Your assignment: All lines of the listing that contain "degli" should be shown in full.

Material provided:
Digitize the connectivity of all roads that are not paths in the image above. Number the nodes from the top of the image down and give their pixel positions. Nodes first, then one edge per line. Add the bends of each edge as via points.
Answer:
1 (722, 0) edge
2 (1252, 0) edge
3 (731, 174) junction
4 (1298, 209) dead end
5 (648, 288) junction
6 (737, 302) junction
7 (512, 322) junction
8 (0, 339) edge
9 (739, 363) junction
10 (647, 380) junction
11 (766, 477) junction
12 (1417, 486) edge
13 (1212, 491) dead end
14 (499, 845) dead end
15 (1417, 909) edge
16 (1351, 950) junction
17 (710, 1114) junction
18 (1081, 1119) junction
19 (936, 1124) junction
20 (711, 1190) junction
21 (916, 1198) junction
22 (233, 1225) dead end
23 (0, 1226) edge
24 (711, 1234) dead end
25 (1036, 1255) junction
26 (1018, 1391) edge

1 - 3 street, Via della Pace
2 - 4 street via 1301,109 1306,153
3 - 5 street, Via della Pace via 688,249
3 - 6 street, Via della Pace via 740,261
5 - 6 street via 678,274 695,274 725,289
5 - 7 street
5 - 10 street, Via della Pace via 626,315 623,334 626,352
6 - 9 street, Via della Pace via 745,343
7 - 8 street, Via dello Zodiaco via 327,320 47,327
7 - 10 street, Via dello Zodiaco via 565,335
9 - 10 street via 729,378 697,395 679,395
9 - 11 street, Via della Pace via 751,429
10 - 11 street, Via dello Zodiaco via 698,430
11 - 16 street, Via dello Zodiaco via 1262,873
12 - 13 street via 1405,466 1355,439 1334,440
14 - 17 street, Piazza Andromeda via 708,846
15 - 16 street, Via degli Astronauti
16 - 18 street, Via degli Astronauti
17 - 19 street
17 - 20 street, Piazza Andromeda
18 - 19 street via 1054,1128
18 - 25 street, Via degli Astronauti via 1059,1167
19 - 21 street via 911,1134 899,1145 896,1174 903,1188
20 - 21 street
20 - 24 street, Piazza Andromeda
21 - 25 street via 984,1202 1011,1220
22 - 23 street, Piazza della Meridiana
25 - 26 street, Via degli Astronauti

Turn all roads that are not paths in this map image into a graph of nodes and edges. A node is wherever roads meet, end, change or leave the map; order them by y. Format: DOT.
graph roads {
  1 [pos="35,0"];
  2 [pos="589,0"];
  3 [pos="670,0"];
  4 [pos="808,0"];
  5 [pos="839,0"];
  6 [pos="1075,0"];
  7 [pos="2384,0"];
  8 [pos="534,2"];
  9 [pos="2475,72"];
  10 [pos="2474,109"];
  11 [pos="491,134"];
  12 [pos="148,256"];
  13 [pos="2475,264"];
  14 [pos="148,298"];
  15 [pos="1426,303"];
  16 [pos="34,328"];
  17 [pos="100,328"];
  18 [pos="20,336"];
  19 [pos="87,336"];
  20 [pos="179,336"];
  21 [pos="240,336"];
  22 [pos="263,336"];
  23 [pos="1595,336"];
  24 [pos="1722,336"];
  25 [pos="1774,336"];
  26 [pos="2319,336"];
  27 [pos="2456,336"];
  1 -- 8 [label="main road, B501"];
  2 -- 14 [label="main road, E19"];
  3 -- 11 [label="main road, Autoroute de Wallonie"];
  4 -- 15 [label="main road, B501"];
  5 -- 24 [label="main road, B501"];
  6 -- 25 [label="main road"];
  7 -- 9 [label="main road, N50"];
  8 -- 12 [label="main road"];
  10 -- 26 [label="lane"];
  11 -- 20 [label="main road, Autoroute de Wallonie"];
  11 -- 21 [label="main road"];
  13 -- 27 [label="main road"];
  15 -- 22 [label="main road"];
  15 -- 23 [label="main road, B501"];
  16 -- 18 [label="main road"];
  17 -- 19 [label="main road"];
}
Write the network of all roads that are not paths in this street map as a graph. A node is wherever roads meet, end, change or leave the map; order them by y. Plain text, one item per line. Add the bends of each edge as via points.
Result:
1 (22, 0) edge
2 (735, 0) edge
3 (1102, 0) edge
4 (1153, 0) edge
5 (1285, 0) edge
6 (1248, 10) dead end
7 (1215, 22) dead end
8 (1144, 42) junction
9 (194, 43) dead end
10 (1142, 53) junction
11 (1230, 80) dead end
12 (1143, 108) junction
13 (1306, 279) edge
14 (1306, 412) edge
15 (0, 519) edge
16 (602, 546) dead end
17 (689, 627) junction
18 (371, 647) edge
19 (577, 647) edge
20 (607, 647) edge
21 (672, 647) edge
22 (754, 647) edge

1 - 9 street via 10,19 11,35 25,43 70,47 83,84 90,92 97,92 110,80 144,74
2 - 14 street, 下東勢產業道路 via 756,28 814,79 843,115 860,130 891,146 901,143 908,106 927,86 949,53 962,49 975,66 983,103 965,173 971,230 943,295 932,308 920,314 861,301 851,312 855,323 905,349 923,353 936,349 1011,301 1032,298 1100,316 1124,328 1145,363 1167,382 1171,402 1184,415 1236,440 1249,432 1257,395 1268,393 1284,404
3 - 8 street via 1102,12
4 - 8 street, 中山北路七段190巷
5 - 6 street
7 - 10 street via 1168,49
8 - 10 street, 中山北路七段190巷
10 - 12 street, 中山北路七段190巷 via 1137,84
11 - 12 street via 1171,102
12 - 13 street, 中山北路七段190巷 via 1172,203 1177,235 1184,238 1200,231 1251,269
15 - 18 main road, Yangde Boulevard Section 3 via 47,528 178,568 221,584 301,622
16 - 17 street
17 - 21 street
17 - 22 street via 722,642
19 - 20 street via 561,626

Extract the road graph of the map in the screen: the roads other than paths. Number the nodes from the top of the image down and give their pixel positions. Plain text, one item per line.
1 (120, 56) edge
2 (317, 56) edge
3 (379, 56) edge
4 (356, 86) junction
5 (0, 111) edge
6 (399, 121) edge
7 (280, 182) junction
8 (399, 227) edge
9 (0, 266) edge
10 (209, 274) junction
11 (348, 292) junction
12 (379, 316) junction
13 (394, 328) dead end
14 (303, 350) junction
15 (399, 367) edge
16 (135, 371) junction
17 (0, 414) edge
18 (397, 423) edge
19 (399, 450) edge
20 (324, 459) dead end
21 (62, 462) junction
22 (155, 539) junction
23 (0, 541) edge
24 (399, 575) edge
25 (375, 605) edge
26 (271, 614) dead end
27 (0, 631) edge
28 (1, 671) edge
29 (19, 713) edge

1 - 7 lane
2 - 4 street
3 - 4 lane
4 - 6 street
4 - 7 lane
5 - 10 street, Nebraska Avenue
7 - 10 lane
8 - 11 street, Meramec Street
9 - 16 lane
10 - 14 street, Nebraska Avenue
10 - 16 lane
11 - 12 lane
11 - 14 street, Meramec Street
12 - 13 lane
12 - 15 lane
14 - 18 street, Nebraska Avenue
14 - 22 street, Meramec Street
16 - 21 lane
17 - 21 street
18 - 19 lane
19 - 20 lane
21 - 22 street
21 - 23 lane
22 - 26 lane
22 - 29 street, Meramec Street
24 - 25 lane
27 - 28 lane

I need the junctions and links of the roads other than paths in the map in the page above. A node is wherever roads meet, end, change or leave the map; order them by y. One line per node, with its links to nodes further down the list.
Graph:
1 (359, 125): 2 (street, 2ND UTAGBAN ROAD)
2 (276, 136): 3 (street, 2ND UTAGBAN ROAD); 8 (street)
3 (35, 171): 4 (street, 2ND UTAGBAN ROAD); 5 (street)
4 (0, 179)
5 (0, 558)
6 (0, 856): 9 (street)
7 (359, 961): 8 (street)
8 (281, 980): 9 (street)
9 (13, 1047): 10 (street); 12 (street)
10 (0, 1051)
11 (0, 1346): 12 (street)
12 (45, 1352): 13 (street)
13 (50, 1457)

Written reply:
15 - 16 street, Via degli Astronauti
16 - 18 street, Via degli Astronauti
18 - 25 street, Via degli Astronauti via 1059,1167
25 - 26 street, Via degli Astronauti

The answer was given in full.